### Work item
The response is to be the full listing, set down exactly.

### Task inputs
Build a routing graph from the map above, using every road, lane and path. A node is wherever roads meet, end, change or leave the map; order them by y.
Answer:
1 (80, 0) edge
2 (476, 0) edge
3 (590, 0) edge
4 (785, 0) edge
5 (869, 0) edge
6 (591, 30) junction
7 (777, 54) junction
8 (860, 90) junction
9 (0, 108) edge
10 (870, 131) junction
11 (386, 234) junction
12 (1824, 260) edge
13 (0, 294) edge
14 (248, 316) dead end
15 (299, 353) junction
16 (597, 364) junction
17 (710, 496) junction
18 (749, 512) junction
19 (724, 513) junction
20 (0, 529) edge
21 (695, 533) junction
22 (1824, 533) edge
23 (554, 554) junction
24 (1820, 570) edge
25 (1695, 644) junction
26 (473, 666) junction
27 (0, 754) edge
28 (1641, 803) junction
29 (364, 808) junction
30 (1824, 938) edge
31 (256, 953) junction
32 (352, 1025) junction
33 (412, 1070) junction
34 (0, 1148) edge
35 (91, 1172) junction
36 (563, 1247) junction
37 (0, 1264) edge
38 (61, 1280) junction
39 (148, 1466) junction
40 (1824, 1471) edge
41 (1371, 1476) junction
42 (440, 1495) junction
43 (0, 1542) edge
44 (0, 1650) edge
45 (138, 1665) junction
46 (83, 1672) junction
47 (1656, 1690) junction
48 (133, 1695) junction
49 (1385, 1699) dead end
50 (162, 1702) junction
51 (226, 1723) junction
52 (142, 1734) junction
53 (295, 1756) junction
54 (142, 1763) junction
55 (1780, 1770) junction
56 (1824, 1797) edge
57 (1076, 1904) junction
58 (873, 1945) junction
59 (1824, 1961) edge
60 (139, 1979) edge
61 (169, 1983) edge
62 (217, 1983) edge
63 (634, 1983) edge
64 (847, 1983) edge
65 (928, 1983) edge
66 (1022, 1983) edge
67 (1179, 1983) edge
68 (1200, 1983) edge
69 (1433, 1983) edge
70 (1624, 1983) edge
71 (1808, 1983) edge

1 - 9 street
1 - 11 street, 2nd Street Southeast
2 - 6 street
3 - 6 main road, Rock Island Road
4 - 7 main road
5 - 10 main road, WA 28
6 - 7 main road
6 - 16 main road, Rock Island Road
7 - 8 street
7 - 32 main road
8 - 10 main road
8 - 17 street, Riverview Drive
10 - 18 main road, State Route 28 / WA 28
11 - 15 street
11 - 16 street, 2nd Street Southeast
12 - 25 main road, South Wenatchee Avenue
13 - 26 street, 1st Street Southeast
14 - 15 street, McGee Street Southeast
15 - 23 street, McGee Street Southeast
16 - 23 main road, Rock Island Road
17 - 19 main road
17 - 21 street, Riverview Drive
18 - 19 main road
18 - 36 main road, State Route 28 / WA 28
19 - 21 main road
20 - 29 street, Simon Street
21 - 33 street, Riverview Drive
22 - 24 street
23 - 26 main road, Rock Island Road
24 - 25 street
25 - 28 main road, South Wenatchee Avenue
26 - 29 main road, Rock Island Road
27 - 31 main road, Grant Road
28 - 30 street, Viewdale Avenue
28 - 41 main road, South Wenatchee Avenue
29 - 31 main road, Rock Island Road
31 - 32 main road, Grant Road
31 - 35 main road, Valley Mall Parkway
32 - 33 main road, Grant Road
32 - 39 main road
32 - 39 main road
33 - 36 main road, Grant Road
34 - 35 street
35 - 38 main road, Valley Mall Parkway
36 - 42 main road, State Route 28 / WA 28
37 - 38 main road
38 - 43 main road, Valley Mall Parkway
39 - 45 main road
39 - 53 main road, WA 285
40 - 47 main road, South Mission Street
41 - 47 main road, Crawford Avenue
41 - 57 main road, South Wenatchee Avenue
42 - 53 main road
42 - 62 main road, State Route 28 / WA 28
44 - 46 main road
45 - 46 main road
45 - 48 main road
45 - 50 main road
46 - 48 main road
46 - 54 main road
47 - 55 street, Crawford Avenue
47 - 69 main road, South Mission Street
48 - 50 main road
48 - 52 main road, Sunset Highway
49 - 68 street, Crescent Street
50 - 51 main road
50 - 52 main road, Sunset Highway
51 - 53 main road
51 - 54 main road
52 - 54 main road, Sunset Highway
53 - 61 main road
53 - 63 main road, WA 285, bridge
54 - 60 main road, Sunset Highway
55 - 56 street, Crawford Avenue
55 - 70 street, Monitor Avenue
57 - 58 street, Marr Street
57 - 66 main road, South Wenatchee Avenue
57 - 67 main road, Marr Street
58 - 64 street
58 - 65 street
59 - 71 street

### Response for this exercise
Build a routing graph from the map above, using every road, lane and path. A node is wherever roads meet, end, change or leave the map; order them by y.
Answer:
1 (80, 0) edge
2 (476, 0) edge
3 (590, 0) edge
4 (785, 0) edge
5 (869, 0) edge
6 (591, 30) junction
7 (777, 54) junction
8 (860, 90) junction
9 (0, 108) edge
10 (870, 131) junction
11 (386, 234) junction
12 (1824, 260) edge
13 (0, 294) edge
14 (248, 316) dead end
15 (299, 353) junction
16 (597, 364) junction
17 (710, 496) junction
18 (749, 512) junction
19 (724, 513) junction
20 (0, 529) edge
21 (695, 533) junction
22 (1824, 533) edge
23 (554, 554) junction
24 (1820, 570) edge
25 (1695, 644) junction
26 (473, 666) junction
27 (0, 754) edge
28 (1641, 803) junction
29 (364, 808) junction
30 (1824, 938) edge
31 (256, 953) junction
32 (352, 1025) junction
33 (412, 1070) junction
34 (0, 1148) edge
35 (91, 1172) junction
36 (563, 1247) junction
37 (0, 1264) edge
38 (61, 1280) junction
39 (148, 1466) junction
40 (1824, 1471) edge
41 (1371, 1476) junction
42 (440, 1495) junction
43 (0, 1542) edge
44 (0, 1650) edge
45 (138, 1665) junction
46 (83, 1672) junction
47 (1656, 1690) junction
48 (133, 1695) junction
49 (1385, 1699) dead end
50 (162, 1702) junction
51 (226, 1723) junction
52 (142, 1734) junction
53 (295, 1756) junction
54 (142, 1763) junction
55 (1780, 1770) junction
56 (1824, 1797) edge
57 (1076, 1904) junction
58 (873, 1945) junction
59 (1824, 1961) edge
60 (139, 1979) edge
61 (169, 1983) edge
62 (217, 1983) edge
63 (634, 1983) edge
64 (847, 1983) edge
65 (928, 1983) edge
66 (1022, 1983) edge
67 (1179, 1983) edge
68 (1200, 1983) edge
69 (1433, 1983) edge
70 (1624, 1983) edge
71 (1808, 1983) edge

1 - 9 street
1 - 11 street, 2nd Street Southeast
2 - 6 street
3 - 6 main road, Rock Island Road
4 - 7 main road
5 - 10 main road, WA 28
6 - 7 main road
6 - 16 main road, Rock Island Road
7 - 8 street
7 - 32 main road
8 - 10 main road
8 - 17 street, Riverview Drive
10 - 18 main road, State Route 28 / WA 28
11 - 15 street
11 - 16 street, 2nd Street Southeast
12 - 25 main road, South Wenatchee Avenue
13 - 26 street, 1st Street Southeast
14 - 15 street, McGee Street Southeast
15 - 23 street, McGee Street Southeast
16 - 23 main road, Rock Island Road
17 - 19 main road
17 - 21 street, Riverview Drive
18 - 19 main road
18 - 36 main road, State Route 28 / WA 28
19 - 21 main road
20 - 29 street, Simon Street
21 - 33 street, Riverview Drive
22 - 24 street
23 - 26 main road, Rock Island Road
24 - 25 street
25 - 28 main road, South Wenatchee Avenue
26 - 29 main road, Rock Island Road
27 - 31 main road, Grant Road
28 - 30 street, Viewdale Avenue
28 - 41 main road, South Wenatchee Avenue
29 - 31 main road, Rock Island Road
31 - 32 main road, Grant Road
31 - 35 main road, Valley Mall Parkway
32 - 33 main road, Grant Road
32 - 39 main road
32 - 39 main road
33 - 36 main road, Grant Road
34 - 35 street
35 - 38 main road, Valley Mall Parkway
36 - 42 main road, State Route 28 / WA 28
37 - 38 main road
38 - 43 main road, Valley Mall Parkway
39 - 45 main road
39 - 53 main road, WA 285
40 - 47 main road, South Mission Street
41 - 47 main road, Crawford Avenue
41 - 57 main road, South Wenatchee Avenue
42 - 53 main road
42 - 62 main road, State Route 28 / WA 28
44 - 46 main road
45 - 46 main road
45 - 48 main road
45 - 50 main road
46 - 48 main road
46 - 54 main road
47 - 55 street, Crawford Avenue
47 - 69 main road, South Mission Street
48 - 50 main road
48 - 52 main road, Sunset Highway
49 - 68 street, Crescent Street
50 - 51 main road
50 - 52 main road, Sunset Highway
51 - 53 main road
51 - 54 main road
52 - 54 main road, Sunset Highway
53 - 61 main road
53 - 63 main road, WA 285, bridge
54 - 60 main road, Sunset Highway
55 - 56 street, Crawford Avenue
55 - 70 street, Monitor Avenue
57 - 58 street, Marr Street
57 - 66 main road, South Wenatchee Avenue
57 - 67 main road, Marr Street
58 - 64 street
58 - 65 street
59 - 71 street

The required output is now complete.